Wherever a line of the data contains "النمسا", copy that line.

• **Dataset excerpts**
________________________
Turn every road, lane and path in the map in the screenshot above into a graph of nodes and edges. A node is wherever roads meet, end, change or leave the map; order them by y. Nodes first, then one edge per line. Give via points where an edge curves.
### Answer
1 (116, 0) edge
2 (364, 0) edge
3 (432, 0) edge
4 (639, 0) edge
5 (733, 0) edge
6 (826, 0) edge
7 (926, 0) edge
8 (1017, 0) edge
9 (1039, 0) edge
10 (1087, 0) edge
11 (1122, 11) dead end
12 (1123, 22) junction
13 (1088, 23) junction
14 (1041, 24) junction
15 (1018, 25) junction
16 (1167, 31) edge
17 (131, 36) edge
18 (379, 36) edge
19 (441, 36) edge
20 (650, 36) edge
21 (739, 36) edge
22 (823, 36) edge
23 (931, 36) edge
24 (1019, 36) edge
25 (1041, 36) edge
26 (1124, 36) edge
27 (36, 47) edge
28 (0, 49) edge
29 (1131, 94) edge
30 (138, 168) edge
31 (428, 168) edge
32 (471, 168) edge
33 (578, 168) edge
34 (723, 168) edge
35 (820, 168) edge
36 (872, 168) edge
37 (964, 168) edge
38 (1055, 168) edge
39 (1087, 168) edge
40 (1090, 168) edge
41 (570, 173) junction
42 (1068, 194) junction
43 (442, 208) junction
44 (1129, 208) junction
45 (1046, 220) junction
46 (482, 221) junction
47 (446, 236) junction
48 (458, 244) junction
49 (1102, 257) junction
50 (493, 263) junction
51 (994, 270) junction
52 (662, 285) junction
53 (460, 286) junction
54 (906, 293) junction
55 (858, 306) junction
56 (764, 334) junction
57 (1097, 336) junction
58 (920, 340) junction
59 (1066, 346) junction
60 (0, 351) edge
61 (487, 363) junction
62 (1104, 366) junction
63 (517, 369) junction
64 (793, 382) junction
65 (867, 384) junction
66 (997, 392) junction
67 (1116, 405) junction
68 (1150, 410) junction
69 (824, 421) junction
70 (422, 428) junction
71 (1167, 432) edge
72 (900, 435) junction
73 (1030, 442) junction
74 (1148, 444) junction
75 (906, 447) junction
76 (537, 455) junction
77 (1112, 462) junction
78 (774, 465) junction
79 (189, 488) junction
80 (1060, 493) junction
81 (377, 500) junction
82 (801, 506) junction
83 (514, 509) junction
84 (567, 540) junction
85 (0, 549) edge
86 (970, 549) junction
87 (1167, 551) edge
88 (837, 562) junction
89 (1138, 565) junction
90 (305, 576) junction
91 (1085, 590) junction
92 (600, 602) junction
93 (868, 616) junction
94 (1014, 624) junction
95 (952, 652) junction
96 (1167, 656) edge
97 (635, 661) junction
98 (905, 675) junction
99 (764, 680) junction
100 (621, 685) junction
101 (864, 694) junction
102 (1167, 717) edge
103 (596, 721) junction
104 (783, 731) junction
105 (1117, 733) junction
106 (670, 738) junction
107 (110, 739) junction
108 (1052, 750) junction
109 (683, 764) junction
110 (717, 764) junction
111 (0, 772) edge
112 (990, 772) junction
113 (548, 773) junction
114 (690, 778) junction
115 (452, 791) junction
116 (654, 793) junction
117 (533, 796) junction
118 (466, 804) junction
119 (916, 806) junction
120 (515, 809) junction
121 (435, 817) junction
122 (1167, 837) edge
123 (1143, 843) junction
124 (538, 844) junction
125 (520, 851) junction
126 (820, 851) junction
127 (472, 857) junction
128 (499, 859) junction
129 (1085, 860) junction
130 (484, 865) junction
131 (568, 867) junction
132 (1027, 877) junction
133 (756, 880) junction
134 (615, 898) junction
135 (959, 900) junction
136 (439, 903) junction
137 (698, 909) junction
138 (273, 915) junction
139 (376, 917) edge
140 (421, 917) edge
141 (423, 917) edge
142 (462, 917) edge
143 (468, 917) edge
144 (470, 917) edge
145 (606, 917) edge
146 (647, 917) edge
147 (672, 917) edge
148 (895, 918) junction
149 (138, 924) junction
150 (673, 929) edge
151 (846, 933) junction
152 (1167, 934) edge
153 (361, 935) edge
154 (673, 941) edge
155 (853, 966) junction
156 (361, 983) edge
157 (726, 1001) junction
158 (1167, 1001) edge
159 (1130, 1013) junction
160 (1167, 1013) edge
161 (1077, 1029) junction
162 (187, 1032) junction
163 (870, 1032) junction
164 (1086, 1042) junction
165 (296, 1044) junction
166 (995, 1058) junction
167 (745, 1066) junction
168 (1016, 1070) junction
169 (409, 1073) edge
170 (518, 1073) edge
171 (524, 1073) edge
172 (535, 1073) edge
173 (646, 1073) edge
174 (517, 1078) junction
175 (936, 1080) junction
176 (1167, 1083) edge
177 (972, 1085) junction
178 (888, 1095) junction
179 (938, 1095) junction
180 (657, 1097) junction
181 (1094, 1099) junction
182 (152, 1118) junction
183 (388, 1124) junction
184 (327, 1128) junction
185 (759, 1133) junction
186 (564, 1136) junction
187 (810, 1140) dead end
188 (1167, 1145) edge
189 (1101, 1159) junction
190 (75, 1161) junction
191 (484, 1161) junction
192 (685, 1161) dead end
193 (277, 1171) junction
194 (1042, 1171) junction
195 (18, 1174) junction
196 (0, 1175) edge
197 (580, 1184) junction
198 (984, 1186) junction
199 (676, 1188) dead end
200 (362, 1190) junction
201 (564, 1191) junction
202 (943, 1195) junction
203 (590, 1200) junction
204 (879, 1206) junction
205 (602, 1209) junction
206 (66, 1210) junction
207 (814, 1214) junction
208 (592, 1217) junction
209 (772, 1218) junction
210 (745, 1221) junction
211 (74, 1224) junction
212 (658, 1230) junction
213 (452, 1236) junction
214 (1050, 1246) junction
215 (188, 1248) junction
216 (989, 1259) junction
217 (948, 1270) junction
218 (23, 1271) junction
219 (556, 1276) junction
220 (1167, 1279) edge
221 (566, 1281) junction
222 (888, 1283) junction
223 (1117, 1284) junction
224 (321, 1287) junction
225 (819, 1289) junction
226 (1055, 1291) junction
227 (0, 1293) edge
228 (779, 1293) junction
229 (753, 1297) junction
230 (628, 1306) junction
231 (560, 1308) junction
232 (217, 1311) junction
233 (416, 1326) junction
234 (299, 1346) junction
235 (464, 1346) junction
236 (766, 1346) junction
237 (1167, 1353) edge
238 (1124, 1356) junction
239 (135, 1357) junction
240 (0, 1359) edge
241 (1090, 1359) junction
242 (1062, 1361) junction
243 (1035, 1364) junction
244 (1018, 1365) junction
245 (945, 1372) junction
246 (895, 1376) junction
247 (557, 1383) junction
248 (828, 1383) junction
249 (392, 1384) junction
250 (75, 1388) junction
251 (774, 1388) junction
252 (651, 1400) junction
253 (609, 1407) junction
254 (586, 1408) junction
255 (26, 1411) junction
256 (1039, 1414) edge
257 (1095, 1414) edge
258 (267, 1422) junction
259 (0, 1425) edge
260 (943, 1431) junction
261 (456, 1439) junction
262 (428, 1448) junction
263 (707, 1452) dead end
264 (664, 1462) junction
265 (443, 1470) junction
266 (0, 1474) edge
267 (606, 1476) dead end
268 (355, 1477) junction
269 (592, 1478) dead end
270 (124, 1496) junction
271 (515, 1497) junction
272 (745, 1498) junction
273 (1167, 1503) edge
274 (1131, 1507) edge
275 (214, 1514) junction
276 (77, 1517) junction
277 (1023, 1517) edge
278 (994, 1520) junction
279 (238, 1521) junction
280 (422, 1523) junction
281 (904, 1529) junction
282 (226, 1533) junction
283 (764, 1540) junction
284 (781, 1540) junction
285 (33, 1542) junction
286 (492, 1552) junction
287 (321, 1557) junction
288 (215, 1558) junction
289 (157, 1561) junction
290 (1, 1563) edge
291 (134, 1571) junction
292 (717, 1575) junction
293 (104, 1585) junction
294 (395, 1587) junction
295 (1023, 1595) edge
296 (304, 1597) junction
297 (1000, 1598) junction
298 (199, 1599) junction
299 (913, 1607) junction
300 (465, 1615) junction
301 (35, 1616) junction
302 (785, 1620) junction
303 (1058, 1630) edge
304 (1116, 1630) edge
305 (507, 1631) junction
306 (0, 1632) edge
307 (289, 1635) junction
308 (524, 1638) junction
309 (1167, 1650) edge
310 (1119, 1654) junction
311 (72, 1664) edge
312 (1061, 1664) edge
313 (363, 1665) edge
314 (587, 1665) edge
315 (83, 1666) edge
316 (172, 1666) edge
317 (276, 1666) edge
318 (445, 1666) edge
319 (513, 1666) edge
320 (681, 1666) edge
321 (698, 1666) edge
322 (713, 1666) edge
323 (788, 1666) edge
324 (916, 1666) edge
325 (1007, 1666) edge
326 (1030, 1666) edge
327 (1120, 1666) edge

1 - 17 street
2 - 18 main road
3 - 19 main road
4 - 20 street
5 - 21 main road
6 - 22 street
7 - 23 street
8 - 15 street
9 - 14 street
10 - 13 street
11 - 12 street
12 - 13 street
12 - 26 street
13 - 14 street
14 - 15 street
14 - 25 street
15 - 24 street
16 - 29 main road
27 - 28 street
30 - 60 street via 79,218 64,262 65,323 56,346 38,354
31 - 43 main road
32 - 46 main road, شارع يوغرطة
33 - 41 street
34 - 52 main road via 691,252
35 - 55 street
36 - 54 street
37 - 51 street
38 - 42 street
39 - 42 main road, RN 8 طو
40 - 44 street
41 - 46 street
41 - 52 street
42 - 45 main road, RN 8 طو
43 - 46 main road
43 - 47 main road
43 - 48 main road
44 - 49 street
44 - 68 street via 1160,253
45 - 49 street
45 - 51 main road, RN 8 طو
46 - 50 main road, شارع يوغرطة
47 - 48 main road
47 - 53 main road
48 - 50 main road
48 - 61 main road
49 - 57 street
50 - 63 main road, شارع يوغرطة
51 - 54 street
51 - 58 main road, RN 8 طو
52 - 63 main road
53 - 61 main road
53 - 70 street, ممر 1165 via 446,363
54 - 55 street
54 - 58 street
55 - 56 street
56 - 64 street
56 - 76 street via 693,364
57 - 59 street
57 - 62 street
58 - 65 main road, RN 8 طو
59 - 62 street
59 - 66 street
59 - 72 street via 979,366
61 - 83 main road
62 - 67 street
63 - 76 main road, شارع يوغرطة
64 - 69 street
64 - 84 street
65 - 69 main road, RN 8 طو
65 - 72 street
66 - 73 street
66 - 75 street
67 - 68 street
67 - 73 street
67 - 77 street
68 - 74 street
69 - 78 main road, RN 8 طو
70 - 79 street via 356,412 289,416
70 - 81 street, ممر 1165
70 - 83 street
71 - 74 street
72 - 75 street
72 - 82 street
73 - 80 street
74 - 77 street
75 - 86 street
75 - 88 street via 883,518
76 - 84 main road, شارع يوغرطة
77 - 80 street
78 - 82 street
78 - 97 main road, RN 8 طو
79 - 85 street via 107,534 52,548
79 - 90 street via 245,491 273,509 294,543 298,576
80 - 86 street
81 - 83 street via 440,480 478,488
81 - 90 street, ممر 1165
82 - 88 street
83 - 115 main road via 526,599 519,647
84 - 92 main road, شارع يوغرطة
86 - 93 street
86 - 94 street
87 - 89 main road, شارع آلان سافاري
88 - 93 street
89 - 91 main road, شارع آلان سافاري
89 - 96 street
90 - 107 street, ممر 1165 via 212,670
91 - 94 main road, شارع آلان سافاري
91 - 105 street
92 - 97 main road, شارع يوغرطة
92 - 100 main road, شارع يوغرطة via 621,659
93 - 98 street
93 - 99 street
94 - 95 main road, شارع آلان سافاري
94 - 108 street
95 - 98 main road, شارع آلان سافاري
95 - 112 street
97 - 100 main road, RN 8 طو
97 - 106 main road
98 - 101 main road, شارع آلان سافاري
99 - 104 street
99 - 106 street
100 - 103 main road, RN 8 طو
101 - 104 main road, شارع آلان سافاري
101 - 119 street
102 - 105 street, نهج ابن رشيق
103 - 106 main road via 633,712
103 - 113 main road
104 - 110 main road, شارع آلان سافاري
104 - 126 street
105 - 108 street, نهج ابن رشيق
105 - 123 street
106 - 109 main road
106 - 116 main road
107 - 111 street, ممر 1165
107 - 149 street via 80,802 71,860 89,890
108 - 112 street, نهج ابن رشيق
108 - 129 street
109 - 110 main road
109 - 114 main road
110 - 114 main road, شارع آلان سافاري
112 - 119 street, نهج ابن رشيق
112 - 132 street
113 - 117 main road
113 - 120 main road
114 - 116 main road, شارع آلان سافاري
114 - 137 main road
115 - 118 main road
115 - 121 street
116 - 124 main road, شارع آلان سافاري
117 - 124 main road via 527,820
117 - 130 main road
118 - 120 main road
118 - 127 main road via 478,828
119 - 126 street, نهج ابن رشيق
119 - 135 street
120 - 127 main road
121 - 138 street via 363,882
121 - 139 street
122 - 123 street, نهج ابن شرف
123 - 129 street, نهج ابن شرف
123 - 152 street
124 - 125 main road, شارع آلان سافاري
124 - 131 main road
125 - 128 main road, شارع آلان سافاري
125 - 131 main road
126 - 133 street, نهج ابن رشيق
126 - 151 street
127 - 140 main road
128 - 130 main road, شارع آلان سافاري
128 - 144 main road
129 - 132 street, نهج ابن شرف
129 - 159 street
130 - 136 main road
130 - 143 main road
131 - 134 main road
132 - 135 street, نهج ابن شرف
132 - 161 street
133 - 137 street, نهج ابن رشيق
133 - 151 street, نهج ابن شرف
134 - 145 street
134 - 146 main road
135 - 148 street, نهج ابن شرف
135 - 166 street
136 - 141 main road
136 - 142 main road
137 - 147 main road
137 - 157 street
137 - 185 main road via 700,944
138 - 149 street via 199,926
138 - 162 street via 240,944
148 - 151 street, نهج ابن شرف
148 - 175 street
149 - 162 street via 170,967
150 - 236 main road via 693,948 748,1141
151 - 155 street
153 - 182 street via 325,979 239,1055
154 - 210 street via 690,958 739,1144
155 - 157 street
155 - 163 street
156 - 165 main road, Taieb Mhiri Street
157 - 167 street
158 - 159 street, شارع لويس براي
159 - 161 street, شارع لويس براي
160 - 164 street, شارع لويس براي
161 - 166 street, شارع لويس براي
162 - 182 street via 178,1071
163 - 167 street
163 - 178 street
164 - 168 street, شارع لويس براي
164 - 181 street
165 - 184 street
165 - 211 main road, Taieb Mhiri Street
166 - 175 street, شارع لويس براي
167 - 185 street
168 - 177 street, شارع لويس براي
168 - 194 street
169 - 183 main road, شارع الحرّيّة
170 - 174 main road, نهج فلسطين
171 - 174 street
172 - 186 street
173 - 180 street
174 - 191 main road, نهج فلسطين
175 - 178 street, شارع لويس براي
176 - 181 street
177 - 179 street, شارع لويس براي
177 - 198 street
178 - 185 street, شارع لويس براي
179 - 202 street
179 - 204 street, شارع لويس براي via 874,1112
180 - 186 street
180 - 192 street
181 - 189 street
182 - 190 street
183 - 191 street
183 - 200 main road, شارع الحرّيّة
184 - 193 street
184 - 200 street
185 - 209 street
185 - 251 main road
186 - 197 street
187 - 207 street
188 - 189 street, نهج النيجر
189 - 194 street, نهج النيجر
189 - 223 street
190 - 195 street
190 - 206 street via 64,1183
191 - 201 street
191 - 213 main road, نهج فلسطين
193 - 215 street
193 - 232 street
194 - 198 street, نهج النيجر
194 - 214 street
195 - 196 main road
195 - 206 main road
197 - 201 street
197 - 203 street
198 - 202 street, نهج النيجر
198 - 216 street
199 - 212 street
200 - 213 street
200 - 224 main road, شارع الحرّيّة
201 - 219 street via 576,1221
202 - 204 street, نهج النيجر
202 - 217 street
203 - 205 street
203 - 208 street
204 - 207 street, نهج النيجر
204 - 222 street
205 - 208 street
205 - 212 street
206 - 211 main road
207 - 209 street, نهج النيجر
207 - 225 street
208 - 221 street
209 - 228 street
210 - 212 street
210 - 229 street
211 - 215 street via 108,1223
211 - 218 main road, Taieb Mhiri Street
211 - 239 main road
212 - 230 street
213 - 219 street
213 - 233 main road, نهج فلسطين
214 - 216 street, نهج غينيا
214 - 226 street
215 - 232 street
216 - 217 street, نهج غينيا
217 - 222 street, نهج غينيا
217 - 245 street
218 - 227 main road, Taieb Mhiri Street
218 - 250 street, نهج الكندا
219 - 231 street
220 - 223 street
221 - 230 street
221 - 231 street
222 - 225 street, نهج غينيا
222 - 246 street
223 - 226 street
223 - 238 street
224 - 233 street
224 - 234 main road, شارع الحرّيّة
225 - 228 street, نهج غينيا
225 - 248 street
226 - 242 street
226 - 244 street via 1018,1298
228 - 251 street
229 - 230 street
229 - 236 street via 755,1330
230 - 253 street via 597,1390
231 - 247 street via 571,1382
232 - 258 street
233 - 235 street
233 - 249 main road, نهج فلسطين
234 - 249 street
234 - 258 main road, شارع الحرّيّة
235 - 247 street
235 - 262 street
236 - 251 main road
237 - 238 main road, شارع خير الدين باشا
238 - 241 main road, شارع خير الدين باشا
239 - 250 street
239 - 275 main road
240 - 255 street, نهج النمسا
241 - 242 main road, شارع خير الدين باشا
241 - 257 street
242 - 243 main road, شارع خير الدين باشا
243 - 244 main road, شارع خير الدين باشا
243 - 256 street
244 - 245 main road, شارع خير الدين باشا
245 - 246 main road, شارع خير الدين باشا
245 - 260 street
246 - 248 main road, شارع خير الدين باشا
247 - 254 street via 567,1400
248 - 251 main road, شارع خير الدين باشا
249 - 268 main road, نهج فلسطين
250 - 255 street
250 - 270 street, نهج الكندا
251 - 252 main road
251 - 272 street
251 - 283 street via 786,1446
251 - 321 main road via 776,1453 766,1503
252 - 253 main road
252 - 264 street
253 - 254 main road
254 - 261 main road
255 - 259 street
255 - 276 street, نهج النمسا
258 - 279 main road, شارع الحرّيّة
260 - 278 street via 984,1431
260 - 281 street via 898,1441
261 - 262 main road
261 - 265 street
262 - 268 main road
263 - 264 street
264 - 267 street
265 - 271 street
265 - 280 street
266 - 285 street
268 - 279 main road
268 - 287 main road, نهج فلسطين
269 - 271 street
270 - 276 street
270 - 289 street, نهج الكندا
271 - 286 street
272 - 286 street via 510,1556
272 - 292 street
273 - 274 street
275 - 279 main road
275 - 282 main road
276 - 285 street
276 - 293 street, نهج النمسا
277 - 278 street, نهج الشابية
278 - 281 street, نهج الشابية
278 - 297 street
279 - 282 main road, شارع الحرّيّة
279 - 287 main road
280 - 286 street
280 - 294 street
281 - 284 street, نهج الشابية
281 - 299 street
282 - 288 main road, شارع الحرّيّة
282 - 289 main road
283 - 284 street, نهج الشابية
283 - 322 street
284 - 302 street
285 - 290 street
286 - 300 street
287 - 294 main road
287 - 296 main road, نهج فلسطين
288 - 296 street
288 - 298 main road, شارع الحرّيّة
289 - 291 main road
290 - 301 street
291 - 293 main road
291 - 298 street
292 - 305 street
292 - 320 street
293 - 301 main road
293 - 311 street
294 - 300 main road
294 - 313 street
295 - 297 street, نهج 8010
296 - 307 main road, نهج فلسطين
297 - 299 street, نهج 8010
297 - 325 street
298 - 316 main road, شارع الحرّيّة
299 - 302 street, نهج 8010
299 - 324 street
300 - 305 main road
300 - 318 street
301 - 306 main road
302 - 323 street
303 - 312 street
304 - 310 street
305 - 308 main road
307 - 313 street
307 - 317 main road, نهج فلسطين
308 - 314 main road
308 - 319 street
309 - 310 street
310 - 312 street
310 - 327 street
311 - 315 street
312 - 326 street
________________________
• **Answer below**
240 - 255 street, نهج النمسا
255 - 276 street, نهج النمسا
276 - 293 street, نهج النمسا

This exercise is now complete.